TASK DIRECTIONS:
Everything from the line containing "Turn all roads" through the last line of the data below should be set down exactly, and nothing else.

START DATA SHOWN

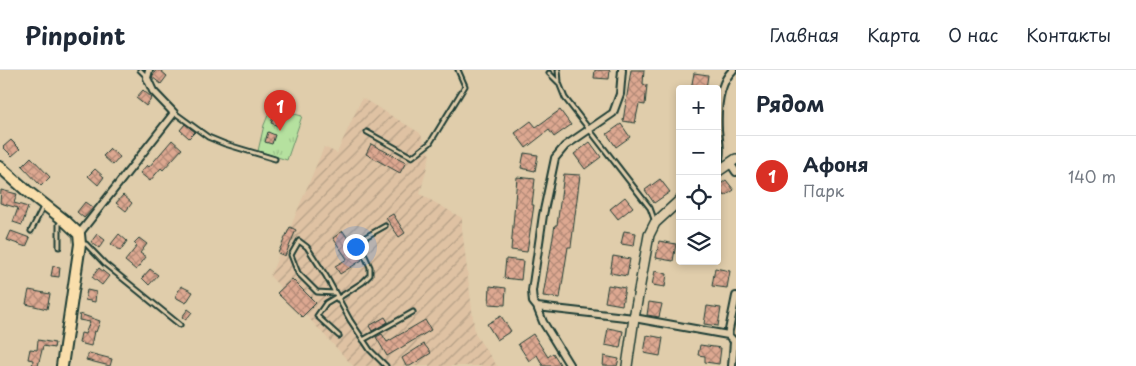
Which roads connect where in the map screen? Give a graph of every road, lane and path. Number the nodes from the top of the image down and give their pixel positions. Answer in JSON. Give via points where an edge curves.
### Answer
{"nodes":[{"id":1,"x":140,"y":70,"type":"edge"},
{"id":2,"x":149,"y":70,"type":"edge"},
{"id":3,"x":458,"y":70,"type":"edge"},
{"id":4,"x":558,"y":70,"type":"edge"},
{"id":5,"x":622,"y":70,"type":"edge"},
{"id":6,"x":733,"y":70,"type":"edge"},
{"id":7,"x":549,"y":73,"type":"dead end"},
{"id":8,"x":147,"y":78,"type":"junction"},
{"id":9,"x":559,"y":83,"type":"junction"},
{"id":10,"x":174,"y":112,"type":"junction"},
{"id":11,"x":590,"y":130,"type":"junction"},
{"id":12,"x":718,"y":130,"type":"edge"},
{"id":13,"x":366,"y":132,"type":"dead end"},
{"id":14,"x":275,"y":160,"type":"dead end"},
{"id":15,"x":733,"y":161,"type":"edge"},
{"id":16,"x":0,"y":167,"type":"edge"},
{"id":17,"x":721,"y":169,"type":"edge"},
{"id":18,"x":736,"y":172,"type":"edge"},
{"id":19,"x":676,"y":204,"type":"edge"},
{"id":20,"x":45,"y":205,"type":"junction"},
{"id":21,"x":63,"y":218,"type":"junction"},
{"id":22,"x":655,"y":223,"type":"junction"},
{"id":23,"x":384,"y":226,"type":"dead end"},
{"id":24,"x":31,"y":231,"type":"dead end"},
{"id":25,"x":79,"y":239,"type":"junction"},
{"id":26,"x":58,"y":247,"type":"dead end"},
{"id":27,"x":336,"y":296,"type":"junction"},
{"id":28,"x":736,"y":296,"type":"edge"},
{"id":29,"x":537,"y":307,"type":"junction"},
{"id":30,"x":412,"y":312,"type":"dead end"},
{"id":31,"x":634,"y":318,"type":"junction"},
{"id":32,"x":180,"y":325,"type":"dead end"},
{"id":33,"x":728,"y":335,"type":"junction"},
{"id":34,"x":339,"y":336,"type":"dead end"},
{"id":35,"x":363,"y":340,"type":"junction"},
{"id":36,"x":735,"y":342,"type":"edge"},
{"id":37,"x":62,"y":366,"type":"edge"},
{"id":38,"x":386,"y":366,"type":"edge"},
{"id":39,"x":570,"y":366,"type":"edge"},
{"id":40,"x":628,"y":366,"type":"edge"},
{"id":41,"x":732,"y":366,"type":"edge"}],
"edges":[{"from":1,"to":8,"type":"lane"},
{"from":2,"to":8,"type":"street"},
{"from":3,"to":13,"type":"lane","via":[[465,86],[430,143],[412,157]]},
{"from":4,"to":9,"type":"lane"},
{"from":5,"to":11,"type":"street","via":[[620,94],[613,113]]},
{"from":6,"to":12,"type":"street","via":[[722,84]]},
{"from":7,"to":9,"type":"lane"},
{"from":8,"to":10,"type":"street","via":[[153,91]]},
{"from":9,"to":11,"type":"lane","via":[[565,98]]},
{"from":10,"to":14,"type":"lane","via":[[208,137]]},
{"from":10,"to":25,"type":"street"},
{"from":11,"to":22,"type":"lane","via":[[650,208]]},
{"from":11,"to":29,"type":"street","via":[[565,146],[555,158],[532,291]]},
{"from":15,"to":17,"type":"street"},
{"from":15,"to":18,"type":"street"},
{"from":16,"to":20,"type":"main road"},
{"from":19,"to":22,"type":"street"},
{"from":20,"to":21,"type":"main road"},
{"from":20,"to":24,"type":"lane"},
{"from":21,"to":25,"type":"main road"},
{"from":21,"to":26,"type":"lane","via":[[59,224]]},
{"from":22,"to":31,"type":"street","via":[[648,235]]},
{"from":23,"to":27,"type":"lane","via":[[360,240],[370,275]]},
{"from":25,"to":32,"type":"lane"},
{"from":25,"to":37,"type":"main road"},
{"from":27,"to":27,"type":"lane","via":[[307,247],[299,241],[291,255],[298,273],[317,292]]},
{"from":27,"to":34,"type":"lane","via":[[316,316]]},
{"from":27,"to":35,"type":"lane"},
{"from":28,"to":33,"type":"street"},
{"from":29,"to":31,"type":"street"},
{"from":29,"to":39,"type":"street"},
{"from":30,"to":35,"type":"lane"},
{"from":31,"to":33,"type":"street"},
{"from":31,"to":40,"type":"street"},
{"from":33,"to":36,"type":"street"},
{"from":35,"to":38,"type":"lane"},
{"from":36,"to":41,"type":"street"}]}
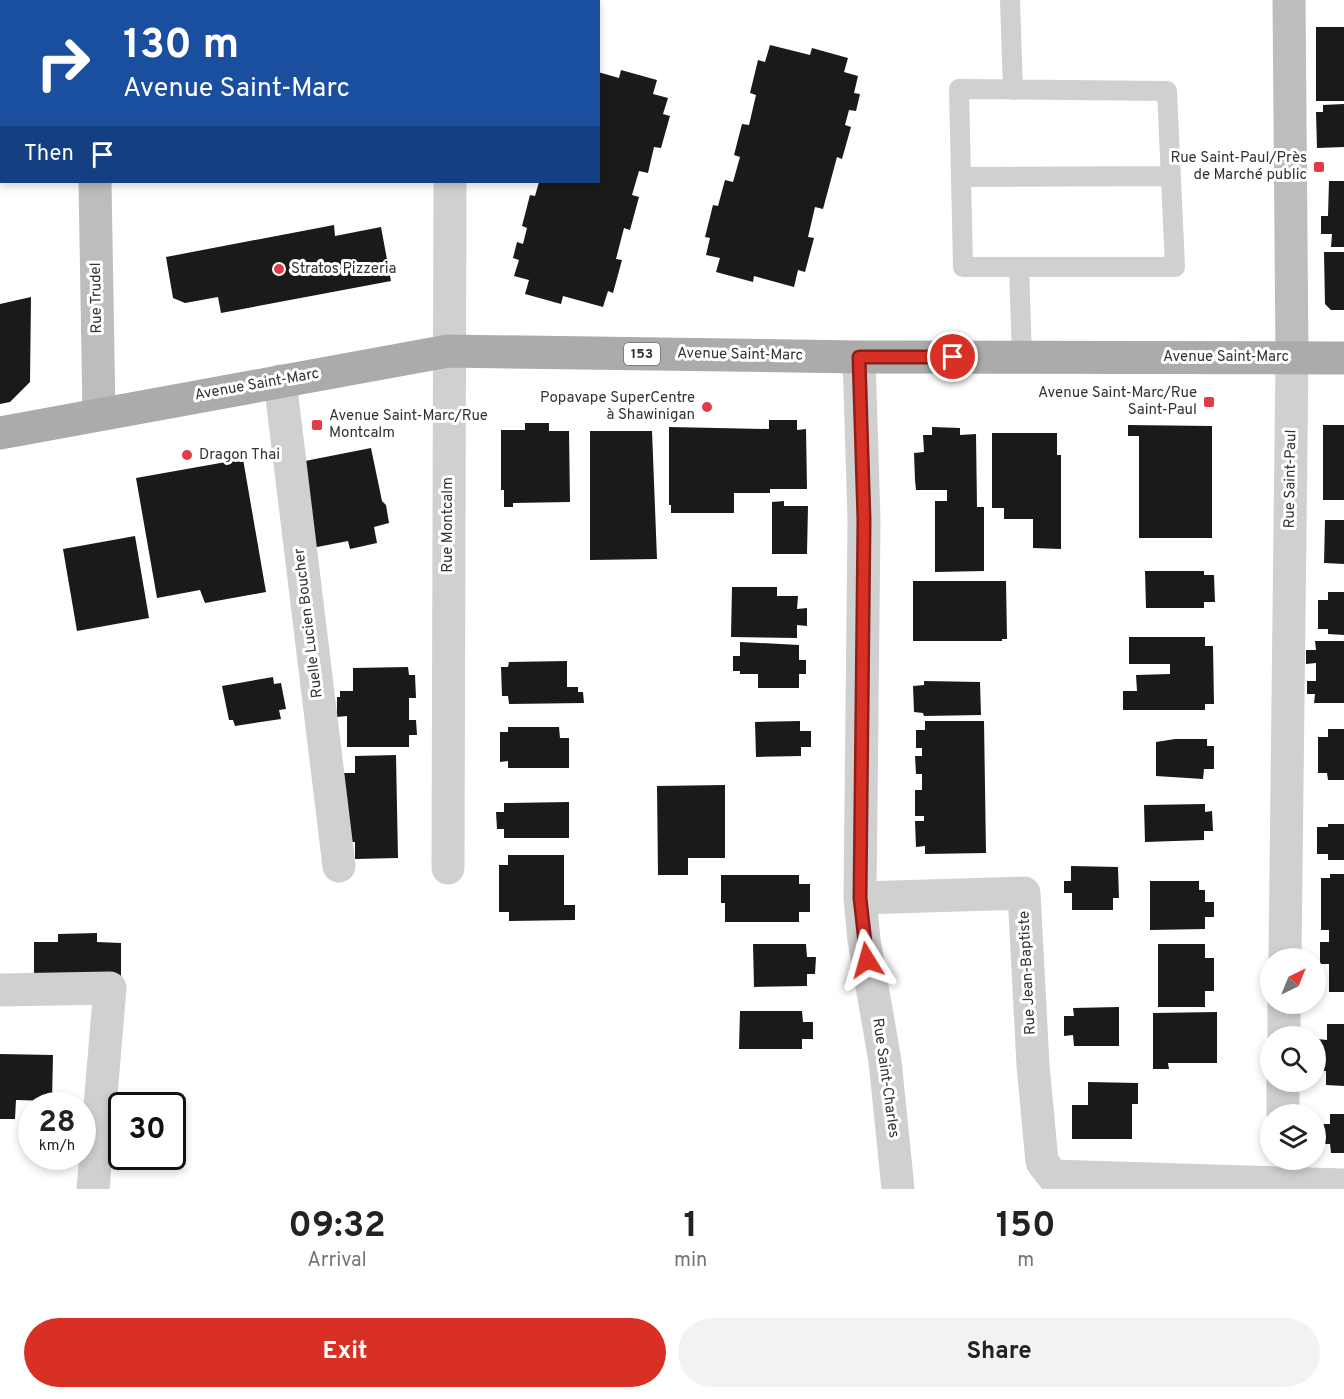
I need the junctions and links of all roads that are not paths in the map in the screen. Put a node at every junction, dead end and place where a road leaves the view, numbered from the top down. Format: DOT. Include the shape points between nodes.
graph roads {
  1 [pos="1010,0"];
  2 [pos="1289,0"];
  3 [pos="1013,90"];
  4 [pos="1171,176"];
  5 [pos="961,177"];
  6 [pos="95,183"];
  7 [pos="450,183"];
  8 [pos="1019,267"];
  9 [pos="448,351"];
  10 [pos="859,357"];
  11 [pos="1022,357"];
  12 [pos="1292,357"];
  13 [pos="1344,358"];
  14 [pos="280,381"];
  15 [pos="99,414"];
  16 [pos="0,432"];
  17 [pos="339,866"];
  18 [pos="448,868"];
  19 [pos="860,898"];
  20 [pos="1285,948"];
  21 [pos="0,990"];
  22 [pos="1282,1178"];
  23 [pos="1344,1185"];
  24 [pos="93,1189"];
  25 [pos="898,1189"];
  1 -- 3 [label="lane"];
  2 -- 12 [label="street, Rue Saint-Paul"];
  3 -- 4 [label="lane" via="1167,91"];
  3 -- 5 [label="lane" via="959,89"];
  4 -- 5 [label="lane"];
  4 -- 8 [label="lane" via="1175,267"];
  5 -- 8 [label="lane" via="963,267"];
  6 -- 15 [label="street, Rue Trudel"];
  7 -- 9 [label="street, Rue Montcalm"];
  8 -- 11 [label="lane"];
  9 -- 10 [label="main road, Avenue Saint-Marc / 153"];
  9 -- 14 [label="main road, Avenue Saint-Marc / 153"];
  9 -- 18 [label="street, Rue Montcalm"];
  10 -- 11 [label="main road, Avenue Saint-Marc / 153"];
  10 -- 19 [label="street, Rue Saint-Charles" via="864,520"];
  11 -- 12 [label="main road, Avenue Saint-Marc / 153"];
  12 -- 13 [label="main road, Avenue Saint-Marc / 153"];
  12 -- 20 [label="street, Rue Saint-Paul"];
  14 -- 15 [label="main road, Avenue Saint-Marc / 153"];
  14 -- 17 [label="street, Ruelle Lucien Boucher"];
  15 -- 16 [label="main road, Avenue Saint-Marc / 153"];
  19 -- 22 [label="street, Rue Jean-Baptiste" via="1024,893 1042,1162 1053,1176"];
  19 -- 25 [label="street, Rue Saint-Charles" via="885,1061"];
  21 -- 24 [label="street" via="110,988"];
  22 -- 23 [label="street"];
}
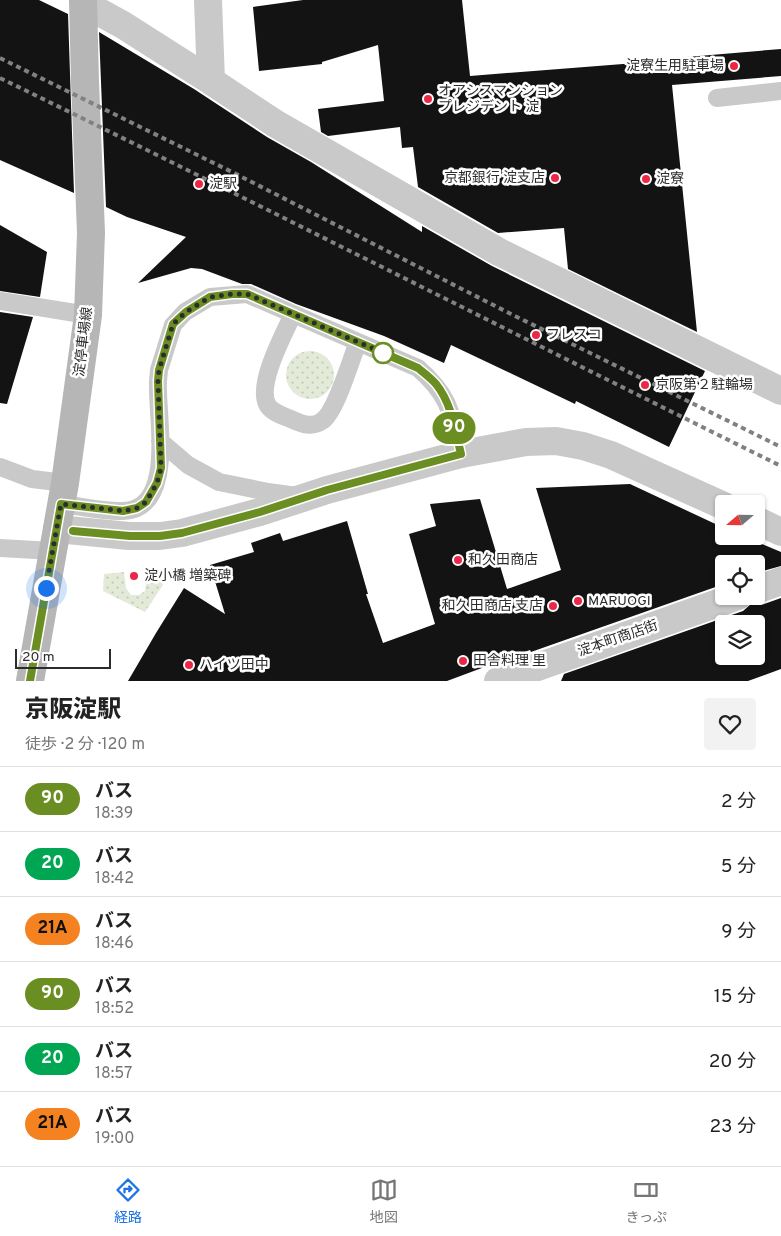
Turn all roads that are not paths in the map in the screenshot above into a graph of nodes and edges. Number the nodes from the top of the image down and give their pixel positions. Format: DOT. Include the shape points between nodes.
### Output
graph roads {
  1 [pos="208,0"];
  2 [pos="83,2"];
  3 [pos="211,81"];
  4 [pos="781,91"];
  5 [pos="717,98"];
  6 [pos="0,301"];
  7 [pos="293,314"];
  8 [pos="88,315"];
  9 [pos="358,342"];
  10 [pos="781,391"];
  11 [pos="160,441"];
  12 [pos="461,454"];
  13 [pos="0,467"];
  14 [pos="305,497"];
  15 [pos="715,502"];
  16 [pos="59,517"];
  17 [pos="765,524"];
  18 [pos="781,532"];
  19 [pos="0,548"];
  20 [pos="781,581"];
  21 [pos="765,587"];
  22 [pos="715,605"];
  23 [pos="538,674"];
  24 [pos="30,681"];
  25 [pos="498,681"];
  1 -- 3 [label="street"];
  2 -- 3 [label="street"];
  2 -- 8 [label="main road, 淀停車場線" via="91,233"];
  3 -- 10 [label="street" via="276,124 499,252"];
  4 -- 5 [label="lane"];
  6 -- 8 [label="lane"];
  7 -- 9 [label="lane"];
  7 -- 9 [label="lane" via="266,377 267,404 275,412 303,424 323,421 340,389"];
  7 -- 11 [label="lane" via="247,294 232,294 210,297 173,324 159,370"];
  8 -- 16 [label="main road, 淀停車場線"];
  9 -- 12 [label="lane" via="418,368 435,383 449,408"];
  11 -- 14 [label="lane" via="188,465 219,482"];
  11 -- 16 [label="lane" via="161,468 146,502 123,511"];
  12 -- 14 [label="street"];
  12 -- 15 [label="street" via="526,442 556,441 611,455"];
  13 -- 16 [label="lane" via="32,479"];
  14 -- 16 [label="street" via="182,533 160,536 130,536"];
  16 -- 19 [label="lane"];
  16 -- 24 [label="main road, 淀停車場線"];
  17 -- 18 [label="street"];
  20 -- 21 [label="street"];
  22 -- 23 [label="street, 淀本町商店街"];
  23 -- 25 [label="street, 淀本町商店街"];
}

END DATA SHOWN

WRITTEN RESPONSE:
Turn all roads that are not paths in the map in the screenshot above into a graph of nodes and edges. Number the nodes from the top of the image down and give their pixel positions. Format: DOT. Include the shape points between nodes.
### Output
graph roads {
  1 [pos="208,0"];
  2 [pos="83,2"];
  3 [pos="211,81"];
  4 [pos="781,91"];
  5 [pos="717,98"];
  6 [pos="0,301"];
  7 [pos="293,314"];
  8 [pos="88,315"];
  9 [pos="358,342"];
  10 [pos="781,391"];
  11 [pos="160,441"];
  12 [pos="461,454"];
  13 [pos="0,467"];
  14 [pos="305,497"];
  15 [pos="715,502"];
  16 [pos="59,517"];
  17 [pos="765,524"];
  18 [pos="781,532"];
  19 [pos="0,548"];
  20 [pos="781,581"];
  21 [pos="765,587"];
  22 [pos="715,605"];
  23 [pos="538,674"];
  24 [pos="30,681"];
  25 [pos="498,681"];
  1 -- 3 [label="street"];
  2 -- 3 [label="street"];
  2 -- 8 [label="main road, 淀停車場線" via="91,233"];
  3 -- 10 [label="street" via="276,124 499,252"];
  4 -- 5 [label="lane"];
  6 -- 8 [label="lane"];
  7 -- 9 [label="lane"];
  7 -- 9 [label="lane" via="266,377 267,404 275,412 303,424 323,421 340,389"];
  7 -- 11 [label="lane" via="247,294 232,294 210,297 173,324 159,370"];
  8 -- 16 [label="main road, 淀停車場線"];
  9 -- 12 [label="lane" via="418,368 435,383 449,408"];
  11 -- 14 [label="lane" via="188,465 219,482"];
  11 -- 16 [label="lane" via="161,468 146,502 123,511"];
  12 -- 14 [label="street"];
  12 -- 15 [label="street" via="526,442 556,441 611,455"];
  13 -- 16 [label="lane" via="32,479"];
  14 -- 16 [label="street" via="182,533 160,536 130,536"];
  16 -- 19 [label="lane"];
  16 -- 24 [label="main road, 淀停車場線"];
  17 -- 18 [label="street"];
  20 -- 21 [label="street"];
  22 -- 23 [label="street, 淀本町商店街"];
  23 -- 25 [label="street, 淀本町商店街"];
}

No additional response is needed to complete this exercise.